El Paìs allora pubblica stamattina un’intervista a Matvii Bidnyi, il Ministro dello Sport ucraino. E’ una risposta indiretta, ma perfettamente in timing. “Nulla è cambiato – dice – la Russia continua ad attaccare e invadere il nostro territorio. Ai Giochi Olimpici, tutto ruota attorno alla vittoria o al desiderio di vincere. Noi, d’altra parte, siamo orgogliosi di inviare, nonostante questa terribile guerra, una squadra ben preparata, che rappresenta la nostra bandiera. Questa è la cosa più importante. La visibilità internazionale è fondamentale per noi oggi. È la nostra lotta esistenziale.

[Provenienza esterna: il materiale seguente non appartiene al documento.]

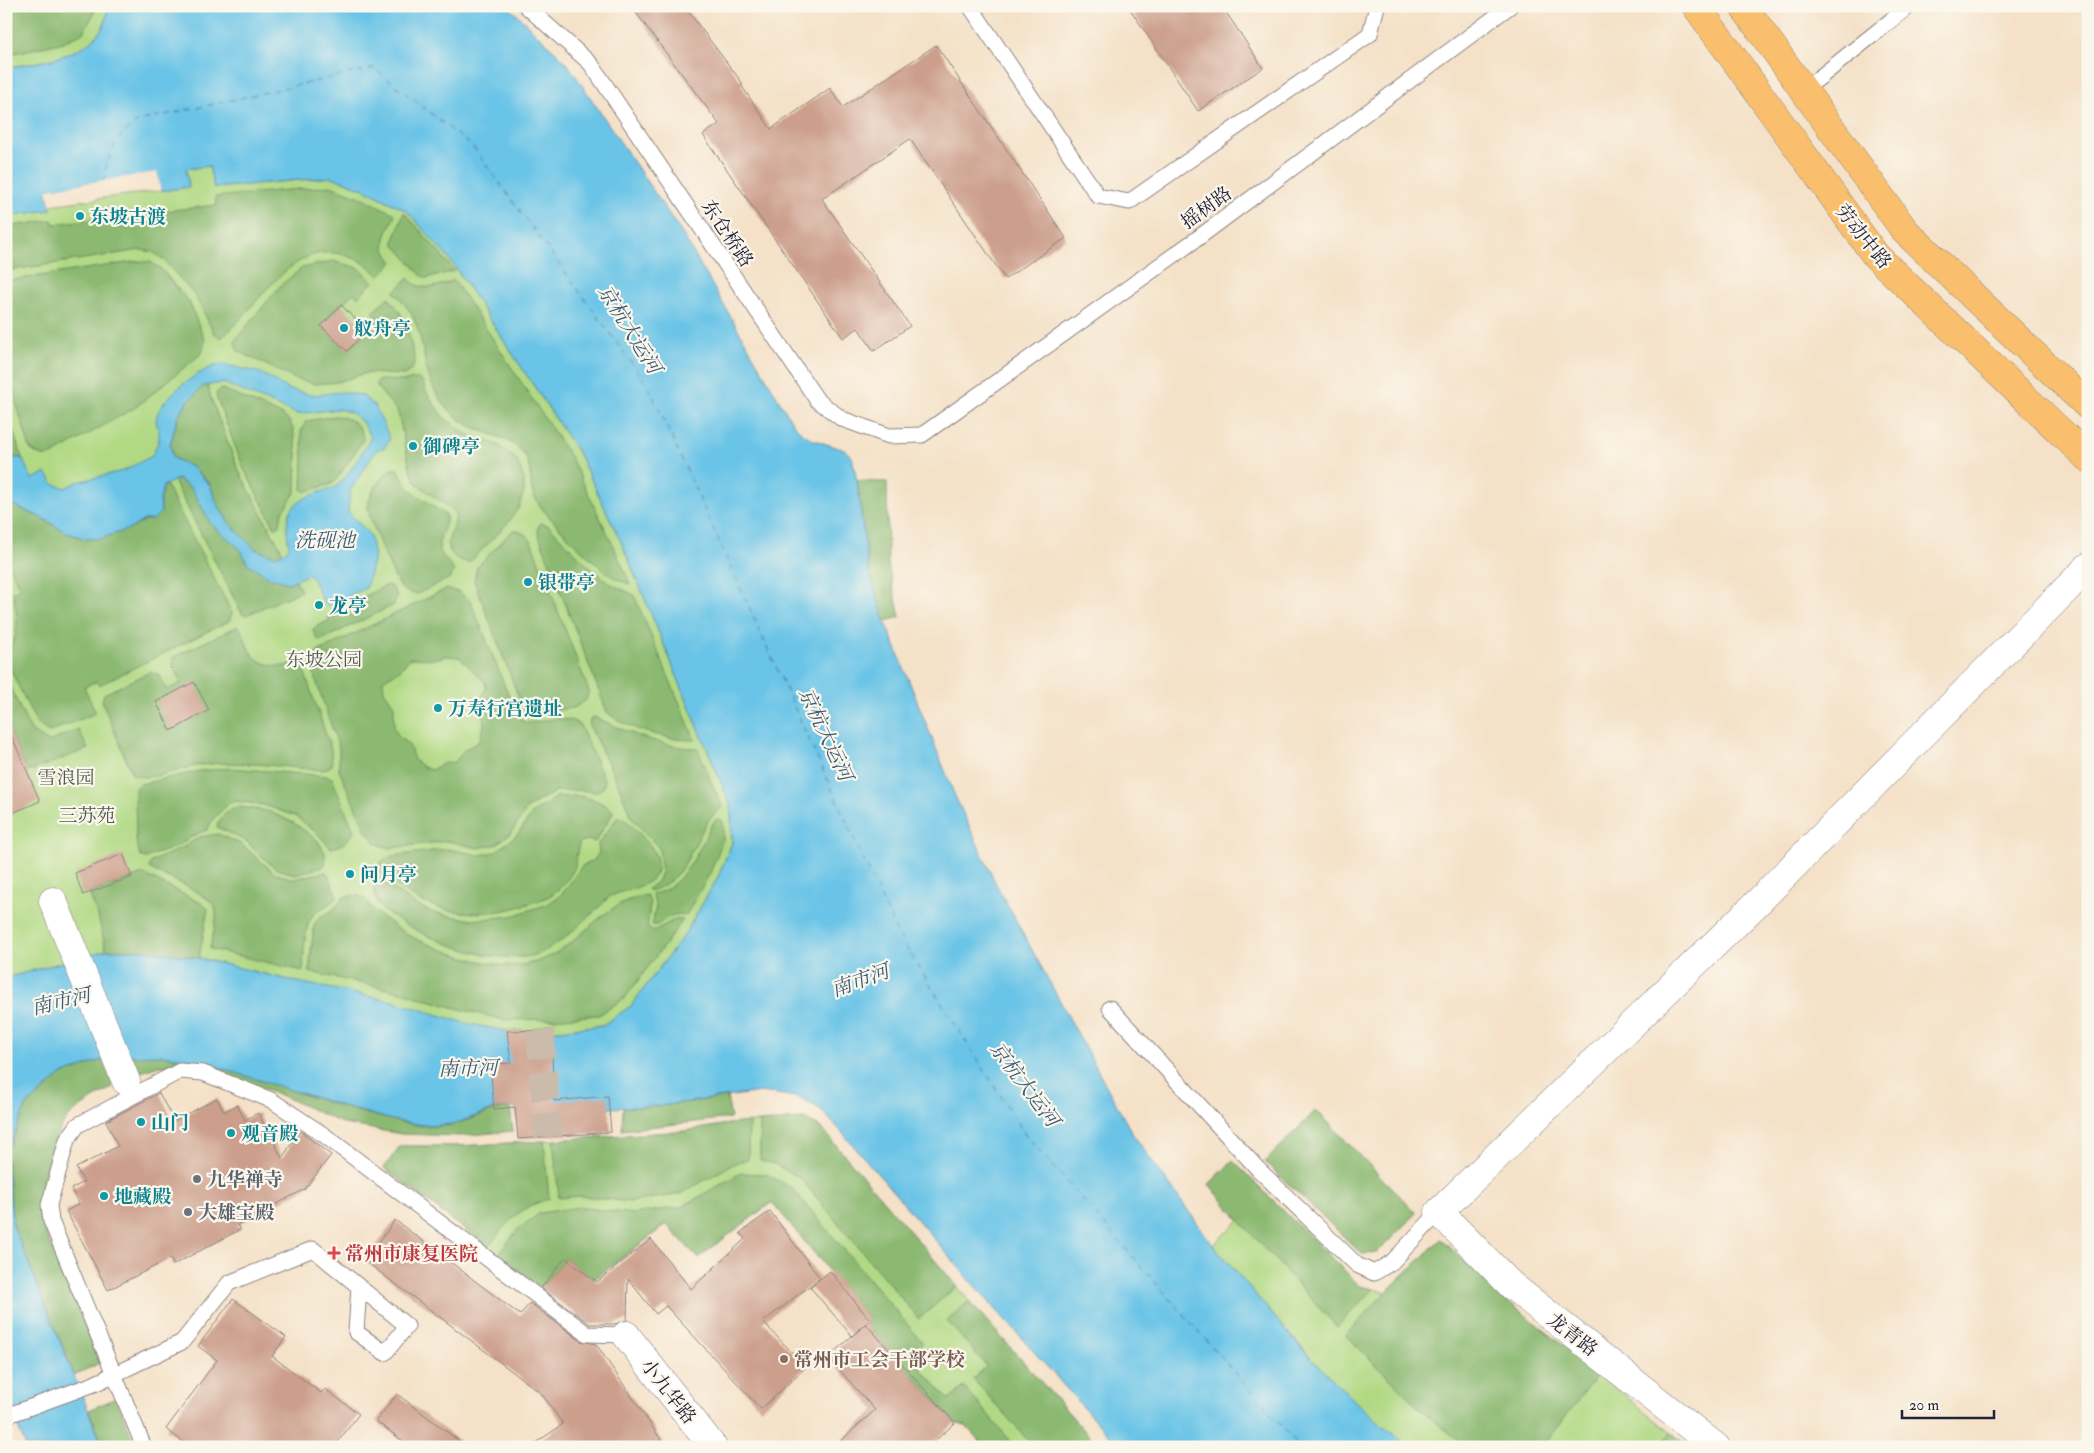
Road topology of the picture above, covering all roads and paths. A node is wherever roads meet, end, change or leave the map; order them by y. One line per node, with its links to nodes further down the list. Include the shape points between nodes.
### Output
1 (526, 6): 10 (lane, 东仓桥路, via 591,64 817,400 842,419 889,436)
2 (970, 6): 3 (lane, via 1098,196 1129,202 1370,34)
3 (1377, 6)
4 (1510, 6): 10 (lane, 摇树路, via 1198,238)
5 (1696, 6): 11 (main road, 劳动中路, via 1876,256)
6 (1743, 6): 8 (main road, 劳动中路)
7 (1909, 6): 8 (lane)
8 (1804, 90): 9 (main road, 劳动中路, via 1905,231)
9 (2088, 406)
10 (922, 435)
11 (2088, 458)
12 (2088, 568): 16 (street, via 1755,905)
13 (53, 901): 15 (street)
14 (1110, 1008): 16 (lane, via 1258,1169 1357,1265 1374,1273 1392,1262)
15 (126, 1081)
16 (1439, 1212): 23 (street, 龙青路, via 1511,1286)
17 (359, 1287): 19 (lane, via 313,1249 229,1283 182,1342)
18 (626, 1334): 19 (lane, via 587,1334 324,1135 271,1100 203,1073 180,1071 78,1125 67,1140 49,1205 51,1221); 22 (street, 小九华路)
19 (114, 1375): 20 (lane); 21 (lane)
20 (6, 1416)
21 (144, 1447)
22 (713, 1447)
23 (1716, 1447)

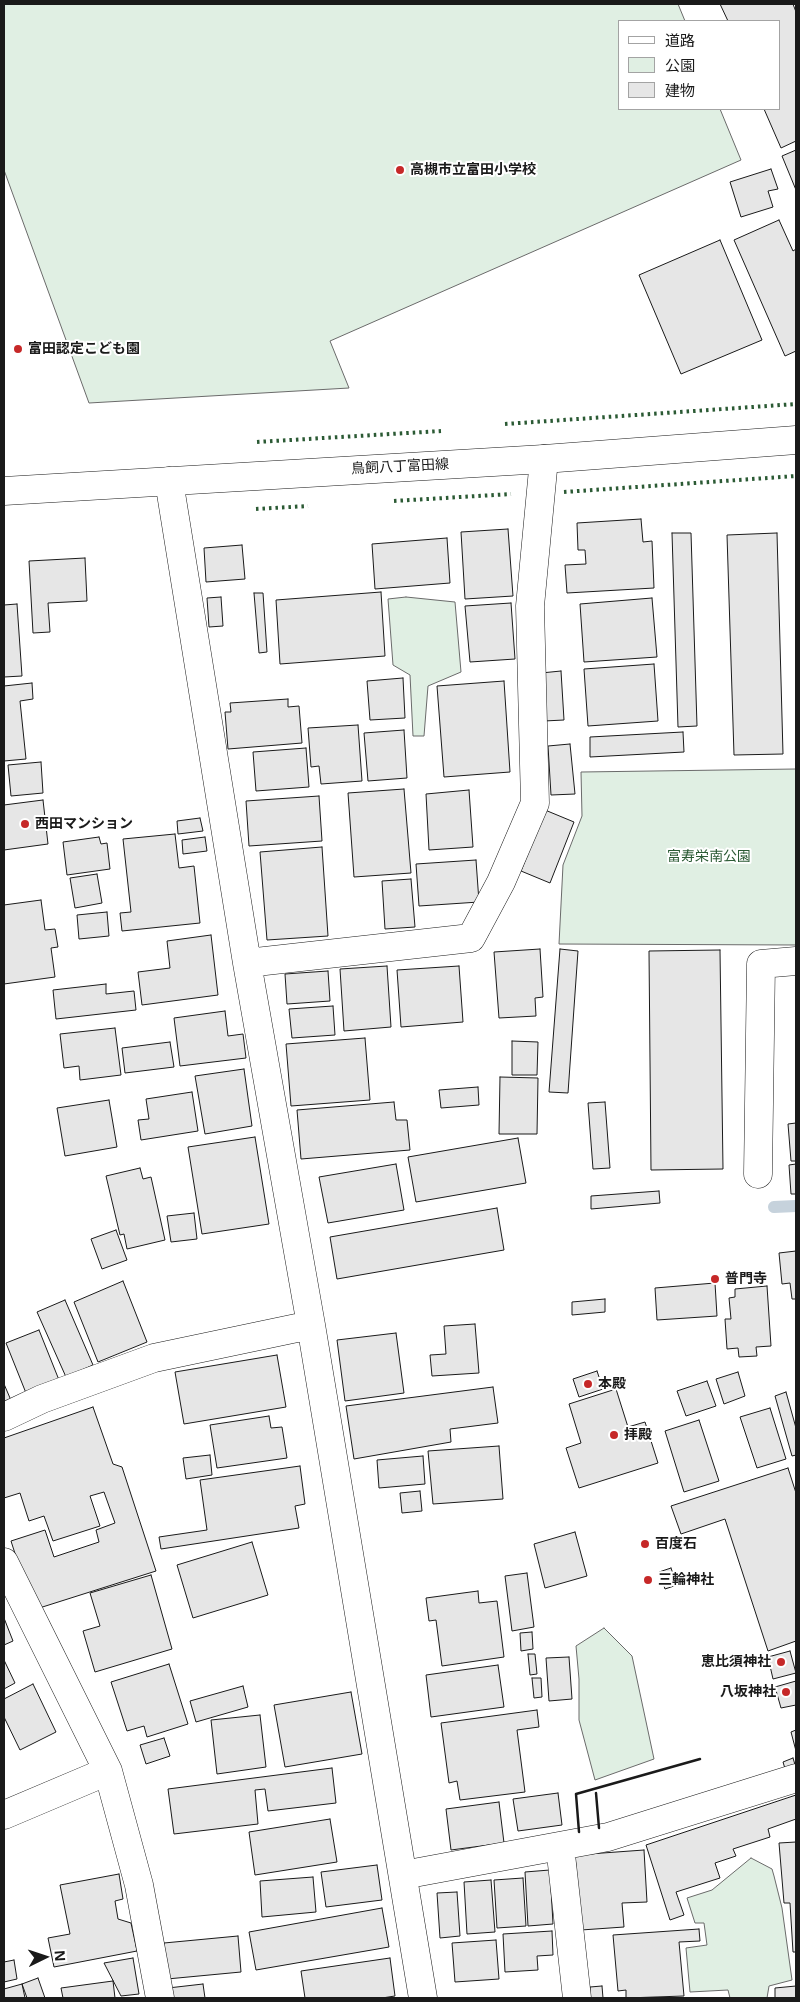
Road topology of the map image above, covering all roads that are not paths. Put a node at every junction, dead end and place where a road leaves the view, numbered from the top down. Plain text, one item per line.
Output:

Qui in Ucraina, stiamo raggiungendo i -17 gradi in questi giorni, e migliaia di famiglie stanno congelando perché non hanno nulla per riscaldare le loro case a causa del terrorismo energetico russo. La Russia ha attaccato le nostre centrali elettriche per farci morire di freddo. È un atto di genocidio, l’ennesimo. Vogliamo raccontarlo al mondo. E farlo sotto la nostra bandiera”.

Come è possibile prepararsi per i Giochi in queste condizioni? “È un miracolo. Se parliamo di infrastrutture, ad esempio, è quasi impossibile per noi avere piste di pattinaggio sul ghiaccio, perché richiedono un’enorme quantità di elettricità per il loro mantenimento e, naturalmente, tra mantenere operativi diversi impianti sportivi o riscaldare le case di migliaia di famiglie, la scelta è ovvia. La realtà è che in questo momento è molto difficile prepararsi per un evento così importante in Ucraina. Molti dei nostri atleti devono andare all’estero per farlo. Purtroppo, non hanno altra scelta. Pensateci, come staranno i nostri atleti? Il loro stato psicologico è tutt’altro che ideale per una preparazione efficace. Tutti provano ansia e, naturalmente, esaurimento”.

I Giochi Olimpici devono essere neutrali politicamente? “Vedo una sfumatura importante. Quando parliamo di guerra, non parliamo di politica, ma di criminalità. Ed è quello che sta commettendo la Russia. Non è una questione politica, ma di genocidio. Se lo sport esiste in una società moderna, è perché rispetta una serie di valori umanitari, un ordine internazionale e uno stato di diritto civile. Se questo viene distrutto, lo sport cessa di esistere. Pertanto, credo che anche le istituzioni sportive siano responsabili di ciò che accade nel mondo. Non può essere che un Paese si comporti come uno stato terrorista e non solo rimanga parte della società civile, ma partecipi anche a eventi sportivi come le Olimpiadi. Non è normale, non importa quanto li vestano di bianco e li definiscano atleti neutrali”.